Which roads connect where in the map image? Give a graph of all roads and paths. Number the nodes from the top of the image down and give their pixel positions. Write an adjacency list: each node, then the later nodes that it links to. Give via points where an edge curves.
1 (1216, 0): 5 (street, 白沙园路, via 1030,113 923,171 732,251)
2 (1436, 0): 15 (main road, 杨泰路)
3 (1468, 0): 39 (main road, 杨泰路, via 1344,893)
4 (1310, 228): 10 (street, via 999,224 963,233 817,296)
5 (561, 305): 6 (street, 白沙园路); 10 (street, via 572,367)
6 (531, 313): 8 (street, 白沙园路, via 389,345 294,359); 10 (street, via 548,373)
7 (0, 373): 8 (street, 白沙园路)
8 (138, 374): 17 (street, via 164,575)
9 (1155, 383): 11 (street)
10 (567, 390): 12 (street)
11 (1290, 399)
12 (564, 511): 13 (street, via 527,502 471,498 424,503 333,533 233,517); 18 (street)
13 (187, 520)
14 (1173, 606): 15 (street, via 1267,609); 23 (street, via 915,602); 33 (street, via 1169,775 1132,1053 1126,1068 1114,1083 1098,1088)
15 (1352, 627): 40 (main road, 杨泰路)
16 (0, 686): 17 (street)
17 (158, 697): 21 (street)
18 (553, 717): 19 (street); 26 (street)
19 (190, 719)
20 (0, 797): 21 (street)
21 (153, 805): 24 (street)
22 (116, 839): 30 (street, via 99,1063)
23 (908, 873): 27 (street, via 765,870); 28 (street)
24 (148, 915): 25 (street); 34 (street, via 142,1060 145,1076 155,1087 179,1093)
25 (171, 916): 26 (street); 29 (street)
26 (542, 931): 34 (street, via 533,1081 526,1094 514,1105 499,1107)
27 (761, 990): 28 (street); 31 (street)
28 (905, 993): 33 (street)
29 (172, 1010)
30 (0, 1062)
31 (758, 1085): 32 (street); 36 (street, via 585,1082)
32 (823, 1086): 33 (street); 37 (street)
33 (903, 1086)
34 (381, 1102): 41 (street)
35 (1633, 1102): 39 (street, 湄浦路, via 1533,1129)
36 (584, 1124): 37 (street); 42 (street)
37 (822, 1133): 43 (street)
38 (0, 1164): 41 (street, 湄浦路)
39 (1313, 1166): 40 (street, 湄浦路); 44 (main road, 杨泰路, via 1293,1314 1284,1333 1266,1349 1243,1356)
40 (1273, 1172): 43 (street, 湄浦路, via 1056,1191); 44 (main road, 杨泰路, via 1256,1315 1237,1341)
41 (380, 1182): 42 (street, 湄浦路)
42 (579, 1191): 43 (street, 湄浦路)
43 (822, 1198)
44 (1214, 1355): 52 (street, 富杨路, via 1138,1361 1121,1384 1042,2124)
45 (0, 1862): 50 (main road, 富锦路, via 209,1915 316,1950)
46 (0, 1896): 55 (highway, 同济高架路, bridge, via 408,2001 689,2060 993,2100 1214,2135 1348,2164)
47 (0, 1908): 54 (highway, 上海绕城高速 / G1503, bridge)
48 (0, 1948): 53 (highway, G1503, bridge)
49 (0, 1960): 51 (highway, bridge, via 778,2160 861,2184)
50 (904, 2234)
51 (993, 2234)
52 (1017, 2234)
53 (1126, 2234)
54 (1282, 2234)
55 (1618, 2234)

**What you are asked to do:** Which lines of the records contain the word "白沙园路"? Copy each of them.

**Result of this exercise:**
1 (1216, 0): 5 (street, 白沙园路, via 1030,113 923,171 732,251)
5 (561, 305): 6 (street, 白沙园路); 10 (street, via 572,367)
6 (531, 313): 8 (street, 白沙园路, via 389,345 294,359); 10 (street, via 548,373)
7 (0, 373): 8 (street, 白沙园路)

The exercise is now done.